Processing data has become more expensive.
Somewhere, there is a misconception that data processing is cheap. That stems from the well-known pricings of the capacities of public cloud storage that are a fraction of cents per month. But data in storage has to be worked upon, and has to be built up and protected to increase its value. Data has to be processed, moved, shared, and used by applications. Data induce workloads. Nobody keeps data stored forever and never be used again. Nobody buys storage just for capacity alone.
We have a great saying in the industry. No matter, where the data moves, it will land in a storage. So, it is clear that data does not exist in ether. And yet, I often see how little attention and prudence and care, when it comes to data infrastructure and data management technologies, the very components that are foundational to great data.

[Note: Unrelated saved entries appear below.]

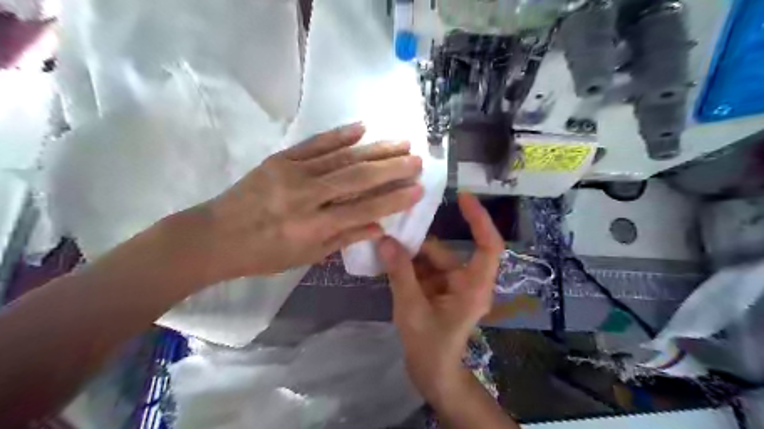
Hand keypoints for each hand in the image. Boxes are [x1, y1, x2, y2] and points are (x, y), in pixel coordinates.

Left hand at [186, 120, 423, 281]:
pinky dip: (339, 135)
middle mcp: (306, 197)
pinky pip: (315, 144)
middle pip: (356, 178)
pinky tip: (362, 128)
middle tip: (417, 159)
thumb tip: (379, 226)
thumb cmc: (263, 255)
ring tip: (400, 142)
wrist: (214, 236)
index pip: (363, 209)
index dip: (394, 199)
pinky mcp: (279, 159)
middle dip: (391, 168)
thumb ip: (344, 238)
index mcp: (313, 228)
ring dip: (374, 148)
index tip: (418, 189)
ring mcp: (292, 173)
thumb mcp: (306, 257)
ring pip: (341, 157)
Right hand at [379, 194, 506, 405]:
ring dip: (409, 256)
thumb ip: (400, 272)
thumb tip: (385, 241)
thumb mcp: (412, 308)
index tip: (462, 198)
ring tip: (383, 246)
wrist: (432, 375)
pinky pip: (424, 271)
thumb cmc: (430, 346)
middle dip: (420, 244)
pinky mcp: (439, 292)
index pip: (488, 245)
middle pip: (446, 252)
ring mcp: (452, 287)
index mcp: (474, 286)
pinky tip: (388, 262)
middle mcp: (467, 282)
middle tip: (393, 229)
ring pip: (432, 261)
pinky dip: (408, 266)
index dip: (479, 219)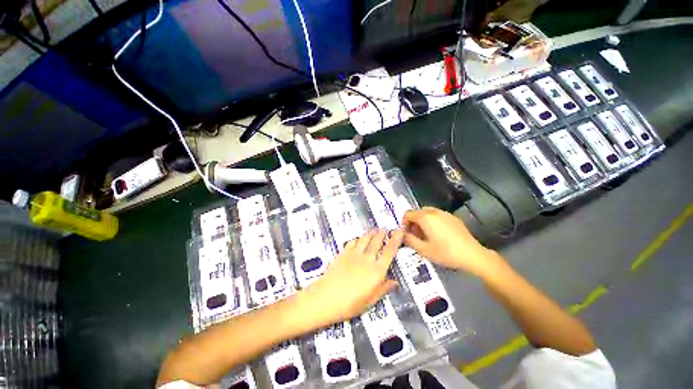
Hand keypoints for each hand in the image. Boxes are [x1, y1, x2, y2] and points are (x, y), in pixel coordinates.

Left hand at [301, 229, 402, 325]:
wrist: (327, 297)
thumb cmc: (350, 304)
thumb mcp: (370, 301)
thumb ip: (383, 289)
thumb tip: (395, 282)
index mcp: (377, 271)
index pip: (390, 251)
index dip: (396, 239)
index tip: (399, 230)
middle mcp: (367, 259)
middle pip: (377, 242)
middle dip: (382, 234)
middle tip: (385, 228)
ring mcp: (354, 254)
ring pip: (365, 239)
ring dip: (371, 233)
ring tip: (374, 229)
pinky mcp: (343, 253)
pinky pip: (352, 242)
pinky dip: (357, 239)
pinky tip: (358, 238)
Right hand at [402, 207, 501, 276]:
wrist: (472, 255)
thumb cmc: (445, 253)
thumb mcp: (423, 249)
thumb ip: (409, 240)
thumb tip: (402, 234)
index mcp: (425, 217)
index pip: (407, 214)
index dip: (404, 223)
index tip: (406, 234)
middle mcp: (434, 211)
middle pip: (417, 212)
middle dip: (413, 222)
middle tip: (415, 235)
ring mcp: (444, 213)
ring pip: (427, 213)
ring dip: (422, 221)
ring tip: (426, 235)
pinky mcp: (452, 217)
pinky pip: (437, 215)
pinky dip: (432, 221)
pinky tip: (438, 234)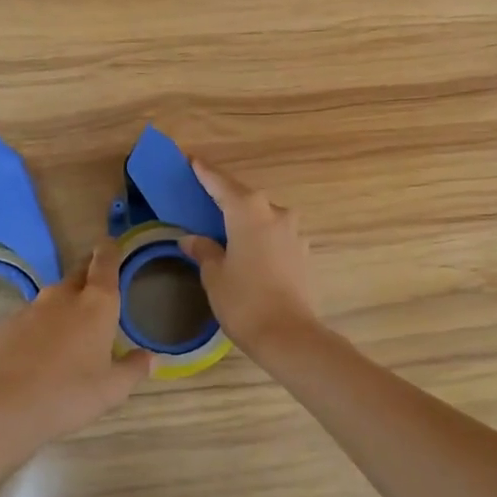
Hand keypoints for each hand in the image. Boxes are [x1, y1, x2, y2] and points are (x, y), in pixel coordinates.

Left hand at [0, 240, 152, 461]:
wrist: (3, 407)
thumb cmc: (69, 395)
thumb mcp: (112, 390)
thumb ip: (133, 369)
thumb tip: (151, 358)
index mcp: (96, 305)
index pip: (105, 264)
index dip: (109, 251)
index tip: (110, 244)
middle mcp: (62, 297)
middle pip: (77, 273)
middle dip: (87, 273)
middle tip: (95, 286)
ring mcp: (29, 309)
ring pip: (50, 299)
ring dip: (60, 307)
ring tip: (65, 332)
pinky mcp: (3, 325)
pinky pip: (25, 320)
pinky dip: (34, 330)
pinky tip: (32, 355)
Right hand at [179, 161, 321, 355]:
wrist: (289, 335)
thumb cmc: (244, 301)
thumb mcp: (214, 275)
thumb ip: (204, 251)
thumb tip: (192, 239)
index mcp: (249, 211)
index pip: (221, 184)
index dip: (206, 173)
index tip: (193, 161)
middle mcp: (275, 213)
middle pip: (246, 198)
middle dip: (226, 198)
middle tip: (206, 199)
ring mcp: (294, 233)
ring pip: (264, 217)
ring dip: (247, 220)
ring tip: (228, 232)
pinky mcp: (304, 253)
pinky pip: (276, 236)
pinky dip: (261, 238)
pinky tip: (250, 253)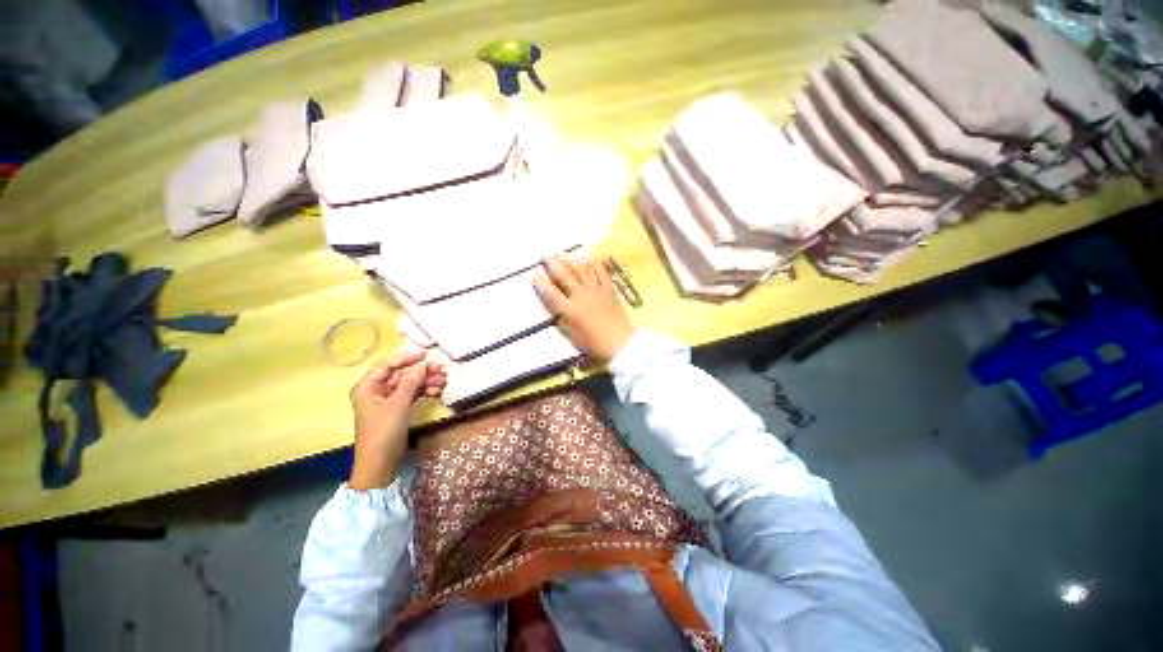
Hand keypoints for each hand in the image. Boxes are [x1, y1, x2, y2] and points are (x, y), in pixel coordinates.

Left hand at [348, 349, 446, 489]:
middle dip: (420, 372)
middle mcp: (375, 391)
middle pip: (400, 374)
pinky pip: (411, 395)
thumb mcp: (398, 406)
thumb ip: (410, 383)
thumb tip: (422, 365)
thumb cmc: (383, 433)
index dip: (406, 358)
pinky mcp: (395, 410)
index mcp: (367, 388)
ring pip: (408, 385)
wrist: (380, 465)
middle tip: (441, 369)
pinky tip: (437, 391)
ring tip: (444, 381)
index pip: (387, 365)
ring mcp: (386, 401)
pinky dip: (423, 392)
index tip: (426, 354)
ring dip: (425, 382)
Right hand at [533, 253, 634, 364]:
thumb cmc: (595, 344)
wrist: (621, 342)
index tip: (534, 274)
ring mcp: (596, 291)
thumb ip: (564, 322)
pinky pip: (602, 273)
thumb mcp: (574, 337)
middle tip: (546, 254)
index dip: (542, 284)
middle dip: (554, 264)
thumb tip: (558, 312)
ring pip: (583, 271)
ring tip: (566, 253)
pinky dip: (596, 264)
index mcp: (570, 310)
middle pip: (565, 276)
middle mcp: (581, 296)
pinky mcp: (609, 290)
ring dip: (572, 261)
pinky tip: (592, 257)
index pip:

AI is driving up costs in data processing
A few recent articles drew my focus into the cost of data processing.
Here is one posted by a friend on Facebook. It is titled “The world is running out of data to feed AI, experts warn.”
My first reaction was, “How can we run out of data“? We have so much data in the world today that the 175 zettabytes predicted by IDC when we reach 2025 might be grossly inaccurate. According to Exploding Topics, it is estimated that we create 328.77TB of data per day, 120 zettabytes per year. While I cannot vouch for the accuracy of the numbers, the numbers are humongous.